Chase Hurley is general manager of the San Luis Canal Company in Dos Palos. He points to a small dam near the river in western Madera County. It’s likely the most important structure for the irrigation company because it guides water from the river into its canal system.  

“That dam, and this canal are sinking roughly six inches a year," says Hurley."So when that happens the dams not going to be high enough to physically gravitationally push that down the canal.”


(Sack Dam is sinking six inches a year due to subsidence. Photo By Amy Quinton)

Groundwater withdrawals in the Central Valley are causing the ground to sink. It’s a phenomenon called subsidence, and it’s historically been a problem in the Central Valley. But satellite maps show the problem is now much worse.


 (Satellite Map of Subsidence Area)

“We’ve got some recent information from NASA and some staff at the Jet Propulsion Laboratory and have noticed two areas that are subsiding nearly up to a foot a year for the past four to five years,” says Dane Mathis, an engineering geologist with the California Department of Water Resources.

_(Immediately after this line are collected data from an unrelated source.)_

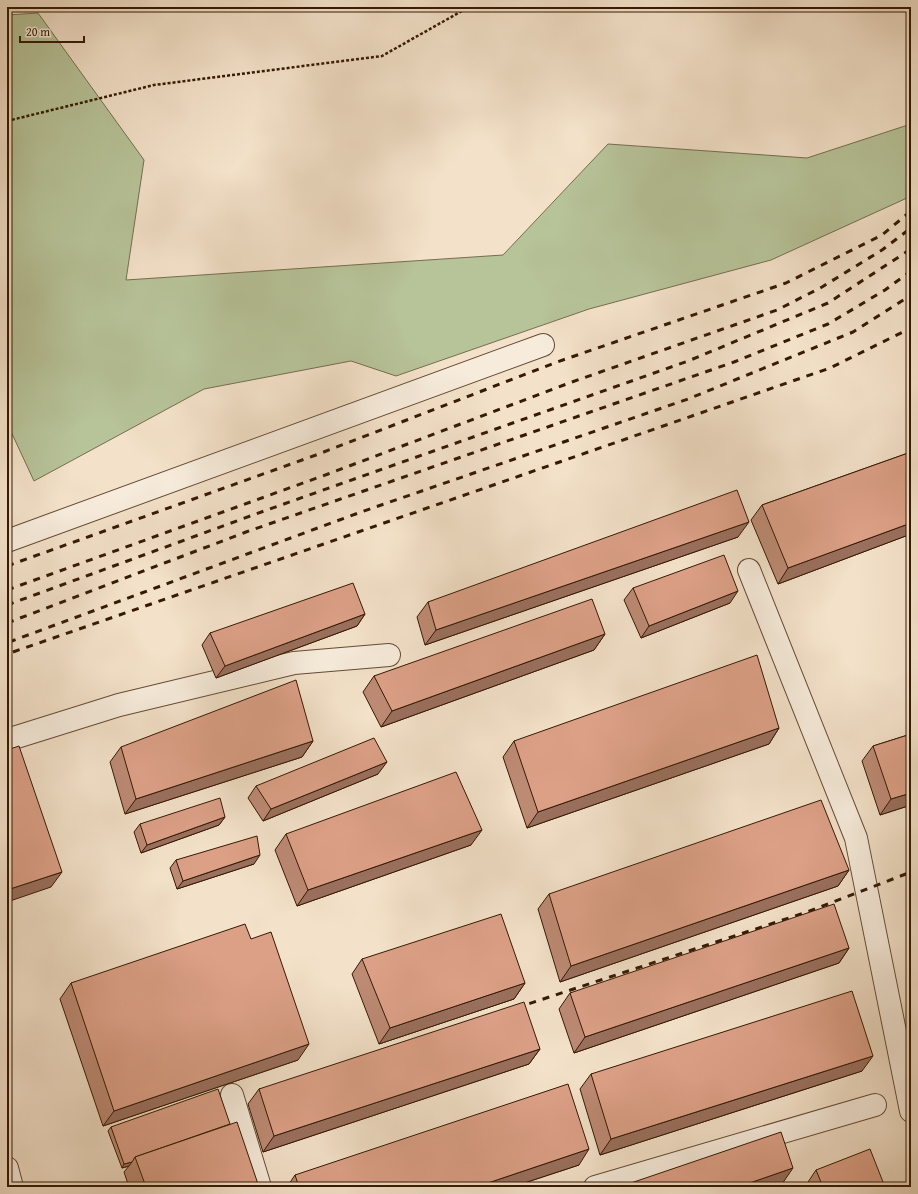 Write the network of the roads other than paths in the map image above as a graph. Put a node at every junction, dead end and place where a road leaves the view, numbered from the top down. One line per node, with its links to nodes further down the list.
1 (543, 345): 2 (street)
2 (7, 541)
3 (749, 570): 8 (street)
4 (389, 655): 5 (street)
5 (7, 740)
6 (232, 1096): 11 (street)
7 (875, 1105): 12 (street)
8 (911, 1111)
9 (7, 1168): 10 (street)
10 (12, 1187)
11 (260, 1187)
12 (595, 1187) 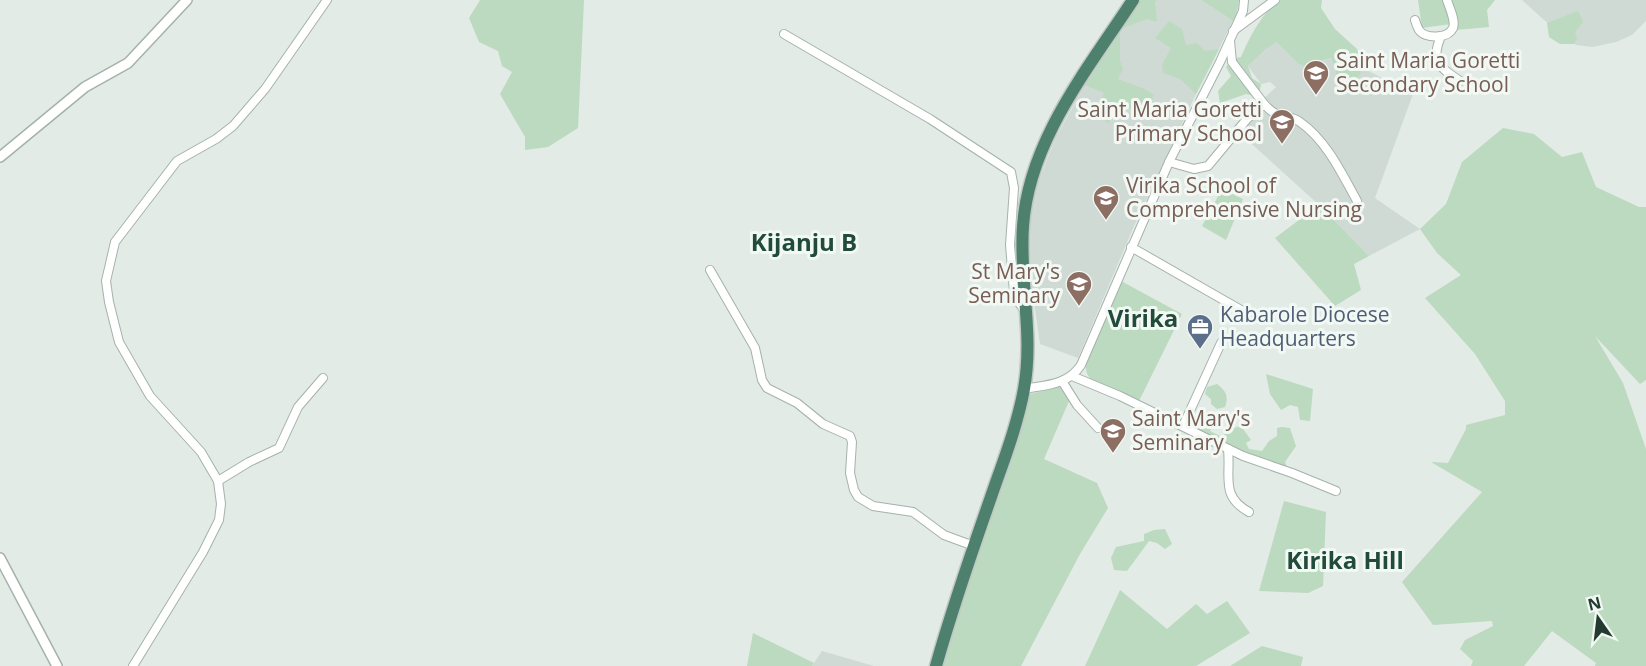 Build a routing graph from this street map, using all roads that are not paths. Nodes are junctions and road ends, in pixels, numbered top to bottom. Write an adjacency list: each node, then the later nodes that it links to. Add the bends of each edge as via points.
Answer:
1 (187, 0): 15 (street, via 128,63 85,87)
2 (327, 0): 30 (street, via 233,126 177,161 166,173 115,242 106,281 119,342 129,362 150,396 201,452)
3 (1133, 0): 21 (highway, via 1073,90 1050,132 1033,176 1023,225)
4 (1244, 0): 9 (street)
5 (1275, 0): 9 (street)
6 (1447, 0): 10 (street, via 1453,27)
7 (1415, 20): 10 (street, via 1425,34)
8 (784, 34): 21 (street, via 930,118 1011,172 1014,292)
9 (1231, 35): 11 (street); 12 (street)
10 (1441, 36): 13 (street, via 1435,55 1438,63)
11 (1220, 62): 12 (street); 16 (street)
12 (1232, 62): 14 (street)
13 (1460, 81)
14 (1264, 104): 16 (street, via 1208,166 1194,169); 17 (street, via 1274,114 1298,120 1308,129 1338,166)
15 (0, 157)
16 (1169, 162): 18 (street)
17 (1358, 201)
18 (1131, 248): 20 (street); 23 (street, via 1081,365)
19 (710, 270): 33 (street, via 755,348 767,388 797,403 823,424 850,436 851,482 858,496 873,506 913,512 944,535)
20 (1248, 314)
21 (1028, 315): 26 (highway)
22 (1221, 343): 27 (street)
23 (1072, 376): 25 (street); 27 (street)
24 (323, 378): 30 (street, via 298,407 279,448)
25 (1062, 381): 26 (street); 28 (street)
26 (1024, 389): 33 (highway)
27 (1183, 426): 29 (street)
28 (1098, 428)
29 (1228, 449): 31 (street); 32 (street, via 1228,489)
30 (218, 481): 36 (street, via 219,520)
31 (1336, 491)
32 (1249, 512)
33 (974, 546): 37 (highway)
34 (0, 558): 35 (street)
35 (57, 666)
36 (133, 666)
37 (936, 666)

The rate of subsidence varies geographically, but it covers a large area across Western Madera and Merced County. And going right through it, is the San Jose to Merced segment of California’s proposed high speed rail system.

“We’re aware of it, we take that into consideration as another engineering element to take into our design elements,” says Frank Vacca, who heads the engineering teams for the California High Speed Rail Authority.

He says High Speed Rail will use ballasted track comprised of stone, which he says is flexible enough to handle subsidence.

“If you have to adjust it you can add more stone and quickly bring it back to the level you require it at, so it makes it very economical to adjust the track,” says Vacca.

But other engineers say there are a lot of variables.

Bruce Kutter, a civil engineering professor at UC Davis, says the integrity of the rail bed will depend on the severity of the subsidence and how rapidly it occurs along the track.

“Over a short distance if there’s a significant change in the elevation of the track, the ride will become uncomfortable and bumpy and potentially unsafe,” says Kutter.

If the subsidence is gradual over the length of the track, Kutter says it would be manageable.

In some areas, the rate of subsidence is causing alarm.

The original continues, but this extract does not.